In 338, Emperor Cheng of Jin was in the ancestral temple when he sent envoys to honour the Grand Tutor, Grand Commandant and Minister of Works. While waiting for the envoys, Emperor Cheng made an unprecedented request for music to be performed in the temple. Officials pointed out to Emperor Cheng that music-making can only happen during state banquets and sacrificial ceremonies in the temple. The Ministry of Ceremonies extensively discussed the matter. Cai Mo asserted that the emperor should be allowed to order music performed in the ancestral temple when sending envoys, and the court should obey this decision. Since then, it became a custom for the emperors to order music performed at the temple for any occasion.

In another incident, the Prince of Pengcheng, Sima Hong (司馬紘), informed the court of the portraits of Buddha in Lexian Hall (樂賢堂). Emperor Ming of Jin drew the paintings, and despite the disturbances in Jiankang, Lexian Hall remained intact. Sima Hong believed that the portraits were the reason for the hall's survival, so he asked the court to issue a eulogy for them. Emperor Cheng brought the matter to his ministers to discuss. According to Cai Mo, Buddhism was a teaching of the barbarians and not a part of the traditional system. He also asserted that there was no evidence that Emperor Ming was a Buddhist, and he likely painted the pictures as simply part of his hobby. While Cai Mo acknowledged that the paintings might have been blessed and protected the hall, he pointed out that the rebellion destroyed the rest of Jiankang, so it would be inappropriate for the court to extol them. As a result, the court turned down Sima Hong's suggestion.

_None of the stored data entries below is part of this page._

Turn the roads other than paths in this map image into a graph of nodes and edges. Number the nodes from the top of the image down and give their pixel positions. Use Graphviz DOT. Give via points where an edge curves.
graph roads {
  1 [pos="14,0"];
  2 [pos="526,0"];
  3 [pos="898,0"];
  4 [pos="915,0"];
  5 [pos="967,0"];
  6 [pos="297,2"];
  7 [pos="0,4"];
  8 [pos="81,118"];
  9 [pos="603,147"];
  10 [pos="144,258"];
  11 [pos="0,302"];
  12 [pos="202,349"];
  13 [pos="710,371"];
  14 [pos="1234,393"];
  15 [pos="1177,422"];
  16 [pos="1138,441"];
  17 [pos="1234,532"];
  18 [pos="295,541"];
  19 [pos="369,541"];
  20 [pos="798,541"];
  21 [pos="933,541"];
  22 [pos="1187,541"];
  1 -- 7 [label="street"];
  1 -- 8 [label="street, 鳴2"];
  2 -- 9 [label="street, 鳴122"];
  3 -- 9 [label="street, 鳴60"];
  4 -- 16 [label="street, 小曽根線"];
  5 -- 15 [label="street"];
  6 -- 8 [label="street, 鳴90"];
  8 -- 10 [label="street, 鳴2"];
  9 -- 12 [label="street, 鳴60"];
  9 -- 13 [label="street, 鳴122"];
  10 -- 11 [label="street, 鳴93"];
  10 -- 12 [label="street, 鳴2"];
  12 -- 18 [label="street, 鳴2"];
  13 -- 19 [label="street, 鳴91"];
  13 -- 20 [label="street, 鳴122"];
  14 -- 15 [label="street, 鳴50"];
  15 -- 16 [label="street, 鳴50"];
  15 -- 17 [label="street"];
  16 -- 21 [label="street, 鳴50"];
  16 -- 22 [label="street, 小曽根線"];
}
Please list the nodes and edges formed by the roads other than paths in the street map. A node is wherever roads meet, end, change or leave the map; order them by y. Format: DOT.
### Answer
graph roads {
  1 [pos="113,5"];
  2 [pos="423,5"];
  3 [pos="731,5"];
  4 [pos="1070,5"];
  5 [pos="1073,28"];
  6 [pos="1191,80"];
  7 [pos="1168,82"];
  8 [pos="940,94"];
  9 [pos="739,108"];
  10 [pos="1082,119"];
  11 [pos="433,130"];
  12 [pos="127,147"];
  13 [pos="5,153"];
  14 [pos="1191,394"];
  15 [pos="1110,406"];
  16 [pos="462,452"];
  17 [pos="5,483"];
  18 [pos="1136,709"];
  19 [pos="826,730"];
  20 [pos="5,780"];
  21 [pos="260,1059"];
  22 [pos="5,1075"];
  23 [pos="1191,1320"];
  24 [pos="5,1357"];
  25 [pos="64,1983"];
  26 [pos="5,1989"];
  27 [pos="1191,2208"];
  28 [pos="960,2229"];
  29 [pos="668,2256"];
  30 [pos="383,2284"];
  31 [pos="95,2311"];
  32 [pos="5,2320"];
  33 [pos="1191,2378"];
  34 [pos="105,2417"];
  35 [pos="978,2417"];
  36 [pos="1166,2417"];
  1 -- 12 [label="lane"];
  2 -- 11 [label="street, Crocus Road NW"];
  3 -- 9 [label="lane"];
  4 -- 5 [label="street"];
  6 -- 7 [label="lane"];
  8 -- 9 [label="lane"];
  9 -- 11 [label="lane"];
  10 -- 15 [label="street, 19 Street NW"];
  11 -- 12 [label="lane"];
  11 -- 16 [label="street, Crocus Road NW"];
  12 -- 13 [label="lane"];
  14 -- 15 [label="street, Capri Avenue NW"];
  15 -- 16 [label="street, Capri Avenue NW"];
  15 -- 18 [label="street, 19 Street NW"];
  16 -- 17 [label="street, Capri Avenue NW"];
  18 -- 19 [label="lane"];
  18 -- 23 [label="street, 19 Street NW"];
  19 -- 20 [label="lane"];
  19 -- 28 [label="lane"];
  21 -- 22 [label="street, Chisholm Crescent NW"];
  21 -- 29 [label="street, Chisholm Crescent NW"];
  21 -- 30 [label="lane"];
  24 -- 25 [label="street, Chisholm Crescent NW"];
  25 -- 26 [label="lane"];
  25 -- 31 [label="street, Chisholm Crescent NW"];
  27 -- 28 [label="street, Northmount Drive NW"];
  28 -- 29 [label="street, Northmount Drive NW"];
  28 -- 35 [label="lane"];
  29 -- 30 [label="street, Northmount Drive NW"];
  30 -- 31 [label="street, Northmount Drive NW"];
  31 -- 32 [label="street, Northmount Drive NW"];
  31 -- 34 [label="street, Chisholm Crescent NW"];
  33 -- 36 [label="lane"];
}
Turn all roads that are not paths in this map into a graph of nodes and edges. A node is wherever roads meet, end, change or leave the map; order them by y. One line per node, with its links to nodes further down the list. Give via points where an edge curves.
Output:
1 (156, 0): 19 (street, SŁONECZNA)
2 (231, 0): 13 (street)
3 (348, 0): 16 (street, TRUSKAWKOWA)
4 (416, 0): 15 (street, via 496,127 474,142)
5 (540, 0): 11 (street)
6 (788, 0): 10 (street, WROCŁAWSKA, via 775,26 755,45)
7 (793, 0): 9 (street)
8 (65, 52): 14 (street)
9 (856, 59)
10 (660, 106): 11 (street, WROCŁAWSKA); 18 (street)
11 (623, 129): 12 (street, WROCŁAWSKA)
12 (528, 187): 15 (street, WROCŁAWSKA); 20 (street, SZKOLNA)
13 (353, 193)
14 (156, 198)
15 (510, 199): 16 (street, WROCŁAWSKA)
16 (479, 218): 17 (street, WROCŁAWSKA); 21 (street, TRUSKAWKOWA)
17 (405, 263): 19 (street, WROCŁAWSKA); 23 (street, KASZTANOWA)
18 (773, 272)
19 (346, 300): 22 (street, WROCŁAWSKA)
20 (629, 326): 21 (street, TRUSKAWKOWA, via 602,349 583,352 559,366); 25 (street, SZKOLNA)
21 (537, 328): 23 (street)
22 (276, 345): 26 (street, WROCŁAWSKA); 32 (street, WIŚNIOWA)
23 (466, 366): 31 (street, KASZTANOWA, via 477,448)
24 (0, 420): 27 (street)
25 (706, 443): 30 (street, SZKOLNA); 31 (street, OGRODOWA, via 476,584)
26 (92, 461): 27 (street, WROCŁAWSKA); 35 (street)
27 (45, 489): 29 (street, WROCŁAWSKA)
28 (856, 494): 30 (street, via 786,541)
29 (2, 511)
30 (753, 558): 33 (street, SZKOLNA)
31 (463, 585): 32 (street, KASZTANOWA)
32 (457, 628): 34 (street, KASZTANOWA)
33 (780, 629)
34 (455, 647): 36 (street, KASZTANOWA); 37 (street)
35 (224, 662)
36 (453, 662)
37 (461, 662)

Yearly, the empress would usually pay a visit to the imperial tombs. These visits were very costly, so Cai Mo suggested doing away with the practice, to which it was agreed.

== Opposing the northern expeditions ==
In 339, the regent, Yu Liang, proposed to hold an expedition north to reclaim Jin's former territories from Later Zhao. Yu Liang's equal, Xi Jian, was against this, and Cai Mo sided with Xi Jian. Cai Mo presented lengthy reasoning for his stance. He pointed out that Zhao's ruler, Shi Hu, was a superior administrator and general compared to Yu Liang. He also brought up the past failings of Zu Ti's northern expeditions and the difficulties of crossing the rivers dividing Jin and Zhao. Cai Mo convinced the court, so Yu Liang postponed his plans. When Yu Liang attempted his expedition later that year following Prime Minister Wang Dao's death, he was soundly defeated by Zhao, just as Cai Mo expected.

Later in 339, Xi Jian died. Before he died, Xi Jian requested the court to promote Cai Mo and, after his death, allow Cai Mo to inherit his position. The Jin court elevated Cai Mo to Military Director of the Grand Commandant and Palace Attendant and, after Xi Jian died, Cai Mo inherited the position of General who Conquers the North and Inspector of Xuzhou.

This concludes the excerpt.